Sensitivity analysis

We had planned to conduct sensitivity analyses to examine whether risk of bias would affect the results of our meta‐analyses. However, as the only study with a low risk of bias was not included in the meta‐analysis for quality of life or asthma symptoms (Cooper 2003), we did not conduct the pre‐planned sensitivity analyses. As suggested by the peer referees, we also compared the results of studies in which the control group received placebo or sham intervention (Singh 1990; Cooper 2003; Sabina 2005), with those of studies in which participants in the control group received usual care only. Cooper 2003 and Sabina 2005 investigated asthma quality of life. The results of both studies were statistically insignificant, unlike the other six studies contributing to this outcome, which did not have a sham or placebo control (Sodhi 2009; Vempati 2009; Bidwell 2012; Singh 2012; Kant 2013; Prem 2013). The three placebo/sham intervention‐controlled studies all investigated asthma symptoms. The results of Singh 1990 (n = 22) were statistically insignificant, but Cooper 2003 (n = 59) and Sabina 2005 (n = 62), which had larger sample sizes, both yielded similar results to the other four studies on this outcome (Nagarathna 1985; Vedanthan 1998; Sodhi 2009; Kant 2013).

Discussion

Summary of main results

This review included 15 RCTs with a total of 1048 participants to evaluate the effects of yoga in people with asthma. There was some evidence that yoga may improve quality of life (MD in Asthma Quality of Life Questionnaire score per item 0.57 units on a 7‐point scale, 95% CI 0.37 to 0.77; 5 studies; 375 participants), symptoms (SMD 0.37, 95% CI 0.09 to 0.65; 3 studies; 243 participants), forced vital capacity (SMD 0.67, 95% CI 0.20 to 1.14; 6 studies) and peak expiratory flow rate (SMD 0.73, 95% CI 0.36 to 1.09; 7 studies), and reduce medication usage (SMD 0.69, 95% CI 0.41 to 0.96; 3 studies) (risk ratio for decreasing dosage 5.35, 95% CI 1.29 to 22.11; 2 studies) in people with asthma. The effects of yoga on forced expiratory volume in one second (SMD 0.31, 95% CI ‐0.08 to 0.70; 10 studies; 561 participants) were not statistically significant. None of the studies reported serious adverse events associated with yoga, but the data on this outcome was very limited.

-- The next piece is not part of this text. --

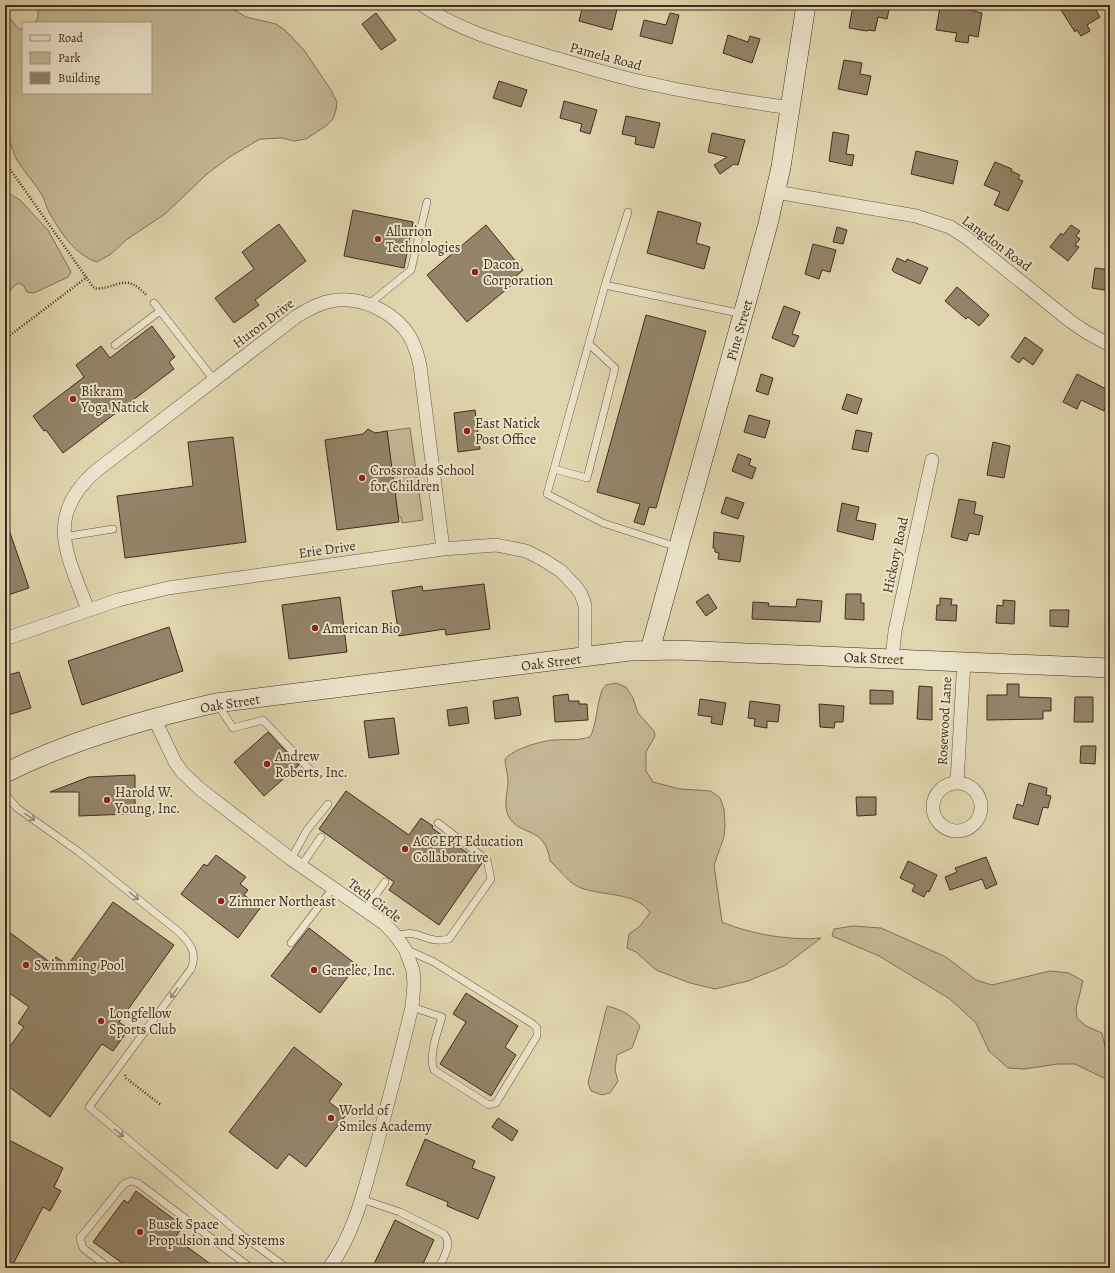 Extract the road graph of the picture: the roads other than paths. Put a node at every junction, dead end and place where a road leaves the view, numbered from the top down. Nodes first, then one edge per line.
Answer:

However, the following issues must be considered in interpreting the above results. First, while the improvement in Asthma Quality of Life Questionnaire score by yoga exceeded the minimal clinically important difference (MCID) (0.5 unit per item) (Juniper 1994; Jones 2002; Bateman 2015), the two trials that included a placebo or sham intervention found no difference (Cooper 2003; Sabina 2005). For symptom score, the other primary outcome of this review, the improvement by yoga was equivalent to 0.37 standard deviation units of the severity scores used; however, whether or not it was clinically important is uncertain, as no established MCID for those severity scores is available. Second, most of the included trials were at high risk of bias for one or more domains, especially those related to blinding. Sensitivity analyses indicated that the results of meta‐analyses were not robust against bias. Third, we observed substantial heterogeneity in all meta‐analyses about lung functions. Fourth, the data on adverse events of yoga was very limited. The evidence presented here suggests that while yoga may improve a number of outcomes for people with asthma, the problems described preclude us from drawing a firm conclusion. The findings of this review are at best preliminary and suggestive and should be interpreted cautiously.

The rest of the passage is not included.